**Problem description:** Pull every "paths" line out of the data below.

(Collected data entries)
══════════

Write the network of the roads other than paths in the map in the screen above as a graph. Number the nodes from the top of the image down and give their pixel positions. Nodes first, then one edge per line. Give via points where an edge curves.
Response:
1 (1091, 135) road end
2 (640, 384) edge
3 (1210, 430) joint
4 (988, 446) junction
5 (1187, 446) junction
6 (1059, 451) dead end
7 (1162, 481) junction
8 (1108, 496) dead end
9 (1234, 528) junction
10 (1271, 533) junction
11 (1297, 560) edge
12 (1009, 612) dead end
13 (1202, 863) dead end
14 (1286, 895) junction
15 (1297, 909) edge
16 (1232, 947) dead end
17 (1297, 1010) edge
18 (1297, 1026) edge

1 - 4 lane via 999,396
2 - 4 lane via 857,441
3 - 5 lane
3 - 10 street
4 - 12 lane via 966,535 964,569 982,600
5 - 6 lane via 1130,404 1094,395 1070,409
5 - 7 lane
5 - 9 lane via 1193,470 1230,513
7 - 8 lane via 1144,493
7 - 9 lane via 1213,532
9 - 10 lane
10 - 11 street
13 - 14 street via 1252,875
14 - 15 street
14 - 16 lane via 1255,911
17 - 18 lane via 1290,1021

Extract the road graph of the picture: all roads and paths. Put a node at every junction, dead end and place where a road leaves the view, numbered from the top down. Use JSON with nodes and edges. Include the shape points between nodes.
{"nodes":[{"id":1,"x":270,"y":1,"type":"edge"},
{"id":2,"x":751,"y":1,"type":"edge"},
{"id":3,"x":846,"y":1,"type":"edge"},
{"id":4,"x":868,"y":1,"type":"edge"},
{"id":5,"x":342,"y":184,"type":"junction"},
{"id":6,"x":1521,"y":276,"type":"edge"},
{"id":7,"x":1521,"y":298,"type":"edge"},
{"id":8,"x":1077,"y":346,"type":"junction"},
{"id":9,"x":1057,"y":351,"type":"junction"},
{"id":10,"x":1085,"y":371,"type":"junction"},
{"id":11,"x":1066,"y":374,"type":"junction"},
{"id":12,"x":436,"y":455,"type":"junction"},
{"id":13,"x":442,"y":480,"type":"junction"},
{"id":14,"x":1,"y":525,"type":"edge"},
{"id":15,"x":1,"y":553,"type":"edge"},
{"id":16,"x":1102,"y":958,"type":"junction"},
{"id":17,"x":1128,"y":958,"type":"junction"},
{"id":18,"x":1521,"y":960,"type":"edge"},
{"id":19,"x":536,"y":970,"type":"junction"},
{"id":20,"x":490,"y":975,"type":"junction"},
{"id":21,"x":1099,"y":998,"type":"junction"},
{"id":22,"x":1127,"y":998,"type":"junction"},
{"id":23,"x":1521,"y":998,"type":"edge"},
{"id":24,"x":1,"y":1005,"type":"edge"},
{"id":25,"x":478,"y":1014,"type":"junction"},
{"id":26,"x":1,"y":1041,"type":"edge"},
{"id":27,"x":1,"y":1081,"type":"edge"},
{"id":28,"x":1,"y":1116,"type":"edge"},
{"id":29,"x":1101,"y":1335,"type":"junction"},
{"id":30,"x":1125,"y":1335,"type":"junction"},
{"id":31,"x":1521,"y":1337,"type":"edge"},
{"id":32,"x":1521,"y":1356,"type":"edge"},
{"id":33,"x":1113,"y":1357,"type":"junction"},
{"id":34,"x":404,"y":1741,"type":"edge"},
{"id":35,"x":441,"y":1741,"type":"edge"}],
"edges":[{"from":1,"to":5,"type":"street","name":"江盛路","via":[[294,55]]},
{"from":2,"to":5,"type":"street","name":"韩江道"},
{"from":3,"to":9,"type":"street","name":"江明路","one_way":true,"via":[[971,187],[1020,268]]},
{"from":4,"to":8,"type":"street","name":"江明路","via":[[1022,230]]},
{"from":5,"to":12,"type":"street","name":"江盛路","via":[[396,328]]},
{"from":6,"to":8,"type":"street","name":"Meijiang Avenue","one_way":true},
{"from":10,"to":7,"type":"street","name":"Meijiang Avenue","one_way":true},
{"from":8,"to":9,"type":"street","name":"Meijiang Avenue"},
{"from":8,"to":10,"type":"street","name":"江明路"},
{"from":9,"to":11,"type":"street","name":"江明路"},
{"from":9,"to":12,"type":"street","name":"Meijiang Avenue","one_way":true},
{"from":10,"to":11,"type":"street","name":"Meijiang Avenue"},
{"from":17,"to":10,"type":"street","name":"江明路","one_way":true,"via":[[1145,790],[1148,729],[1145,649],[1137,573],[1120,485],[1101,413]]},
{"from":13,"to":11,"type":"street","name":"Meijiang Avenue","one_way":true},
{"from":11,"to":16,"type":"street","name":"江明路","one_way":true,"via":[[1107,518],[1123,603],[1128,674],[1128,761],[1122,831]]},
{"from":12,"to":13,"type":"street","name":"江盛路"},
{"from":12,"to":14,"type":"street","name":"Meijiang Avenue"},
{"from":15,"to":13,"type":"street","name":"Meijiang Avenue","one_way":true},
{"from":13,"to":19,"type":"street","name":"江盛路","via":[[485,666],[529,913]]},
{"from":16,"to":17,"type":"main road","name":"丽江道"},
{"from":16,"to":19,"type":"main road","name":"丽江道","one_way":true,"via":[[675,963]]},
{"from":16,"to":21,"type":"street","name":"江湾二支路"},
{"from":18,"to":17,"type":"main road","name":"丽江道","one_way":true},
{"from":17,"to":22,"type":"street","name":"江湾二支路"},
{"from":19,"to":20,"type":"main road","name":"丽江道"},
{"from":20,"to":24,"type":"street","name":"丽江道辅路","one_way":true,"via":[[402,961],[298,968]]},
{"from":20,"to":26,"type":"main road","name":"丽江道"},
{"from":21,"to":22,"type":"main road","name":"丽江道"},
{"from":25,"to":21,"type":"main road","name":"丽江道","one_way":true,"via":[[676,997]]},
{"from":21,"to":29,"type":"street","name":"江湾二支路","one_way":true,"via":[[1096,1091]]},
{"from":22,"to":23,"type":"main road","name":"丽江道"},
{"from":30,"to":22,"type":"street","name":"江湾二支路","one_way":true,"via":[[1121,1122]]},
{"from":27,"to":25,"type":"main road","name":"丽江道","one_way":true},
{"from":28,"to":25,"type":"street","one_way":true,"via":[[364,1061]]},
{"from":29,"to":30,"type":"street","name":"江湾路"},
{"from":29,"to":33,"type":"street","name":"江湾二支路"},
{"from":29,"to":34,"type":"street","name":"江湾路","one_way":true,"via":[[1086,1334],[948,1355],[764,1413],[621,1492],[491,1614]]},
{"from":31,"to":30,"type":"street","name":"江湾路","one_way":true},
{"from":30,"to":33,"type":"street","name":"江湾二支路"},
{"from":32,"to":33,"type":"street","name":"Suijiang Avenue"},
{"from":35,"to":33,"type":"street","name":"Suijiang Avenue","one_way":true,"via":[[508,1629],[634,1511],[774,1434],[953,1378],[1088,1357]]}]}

══════════

**Written reply:**
Write the network of the roads other than paths in the map in the screen above as a graph. Number the nodes from the top of the image down and give their pixel positions. Nodes first, then one edge per line. Give via points where an edge curves.
Extract the road graph of the picture: all roads and paths. Put a node at every junction, dead end and place where a road leaves the view, numbered from the top down. Use JSON with nodes and edges. Include the shape points between nodes.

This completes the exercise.